Assuming that we have normalized the pose of the face (or facial part), we can place a standard 2D resampling grid in the x, y plane (for example, it could be centered on the nose-tip) and resample the facial surface depth orthogonally to generate a resampled depth map. In many face recognition schemes, a standard size feature vector needs to be created and the standard resampling grid of size p × q = m creates this. For example, in [64], all 3D faces were sampled on a uniform x, y grid of 161 × 161 where the planar distance between adjacent pixels was 1 mm. Although the sampling rate was uniform in this case, subjects had a different number of points sampled on their faces, because of their different facial sizes. The resampling scheme employed cubic interpolation. In another approach, Pears et al. [72] used RBFs as implicit surface representations in order to resample 3D face scans.

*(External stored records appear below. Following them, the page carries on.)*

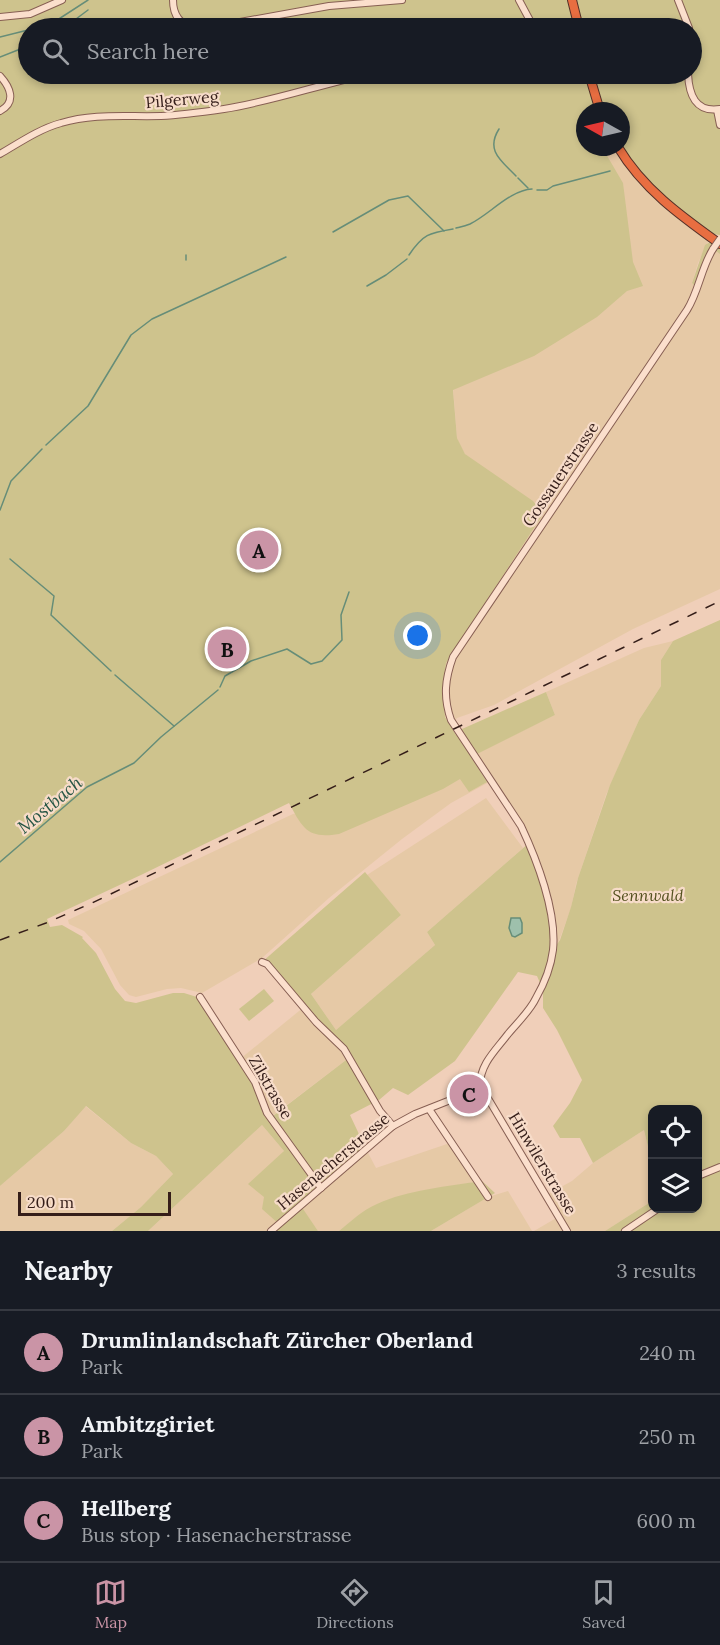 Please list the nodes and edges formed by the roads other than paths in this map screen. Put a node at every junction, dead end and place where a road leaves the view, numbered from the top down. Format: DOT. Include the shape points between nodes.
graph roads {
  1 [pos="62,0"];
  2 [pos="173,0"];
  3 [pos="402,0"];
  4 [pos="519,0"];
  5 [pos="572,0"];
  6 [pos="678,0"];
  7 [pos="0,17"];
  8 [pos="178,18"];
  9 [pos="262,18"];
  10 [pos="529,18"];
  11 [pos="576,18"];
  12 [pos="684,18"];
  13 [pos="0,76"];
  14 [pos="324,84"];
  15 [pos="592,84"];
  16 [pos="689,84"];
  17 [pos="597,102"];
  18 [pos="718,109"];
  19 [pos="0,111"];
  20 [pos="720,125"];
  21 [pos="0,154"];
  22 [pos="624,156"];
  23 [pos="720,239"];
  24 [pos="716,247"];
  25 [pos="262,962"];
  26 [pos="201,996"];
  27 [pos="480,1085"];
  28 [pos="429,1109"];
  29 [pos="393,1126"];
  30 [pos="720,1167"];
  31 [pos="702,1174"];
  32 [pos="321,1188"];
  33 [pos="488,1197"];
  34 [pos="653,1213"];
  35 [pos="271,1231"];
  36 [pos="567,1231"];
  37 [pos="625,1231"];
  1 -- 7 [label="street" via="30,14"];
  2 -- 8 [label="street"];
  3 -- 9 [label="street" via="329,6"];
  4 -- 10 [label="street"];
  5 -- 11 [label="highway"];
  6 -- 12 [label="street"];
  13 -- 19 [label="street" via="11,96 9,105"];
  14 -- 21 [label="street, Pilgerweg" via="221,109 67,121"];
  15 -- 17 [label="highway"];
  16 -- 18 [label="street" via="699,106"];
  18 -- 20 [label="street"];
  22 -- 24 [label="highway" via="654,193"];
  23 -- 24 [label="street, Gossauerstrasse, bridge"];
  24 -- 27 [label="street, Gossauerstrasse" via="705,262 687,310 453,657 447,673 446,706 455,728 521,826 543,885 553,929 550,962 536,1000 486,1062"];
  25 -- 29 [label="street" via="345,1049 380,1111"];
  26 -- 32 [label="street, Zilstrasse" via="255,1082 267,1113"];
  27 -- 28 [label="street, Hasenacherstrasse"];
  27 -- 36 [label="street, Hinwilerstrasse"];
  28 -- 29 [label="street, Hasenacherstrasse"];
  28 -- 33 [label="street"];
  29 -- 32 [label="street, Hasenacherstrasse"];
  30 -- 31 [label="street"];
  32 -- 35 [label="street, Hasenacherstrasse"];
  34 -- 37 [label="street"];
}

An alternative way of resampling is to identify three non-collinear fiducial points on each scan and resample it such that the number of sample points between the fiducial points is constant. However, in doing this, we are discarding information contained within the absolute scale of the face, which often is useful for subject discrimination.

8.5.7 Feature Extraction on Facial Surfaces

Depth maps may not be the ideal representations for 3D face recognition because they are quite sensitive to pose. Although the pose of 3D faces can be normalized with better accuracy compared to 2D images, the normalization is never perfect. For this reason it is usually preferable to extract features that are less sensitive to pose before applying holistic approaches. The choice of features extracted is crucial to the system performance and is often a trade-off between invariance properties and the richness of information required for discrimination. Example ‘features’ include the raw depth values themselves, normals, curvatures, spin images [49], 3D adaptations of the Scale-Invariant Feature Transform (SIFT) descriptor [57] and many others. More detail on features can be found in Chaps. 5 and 7.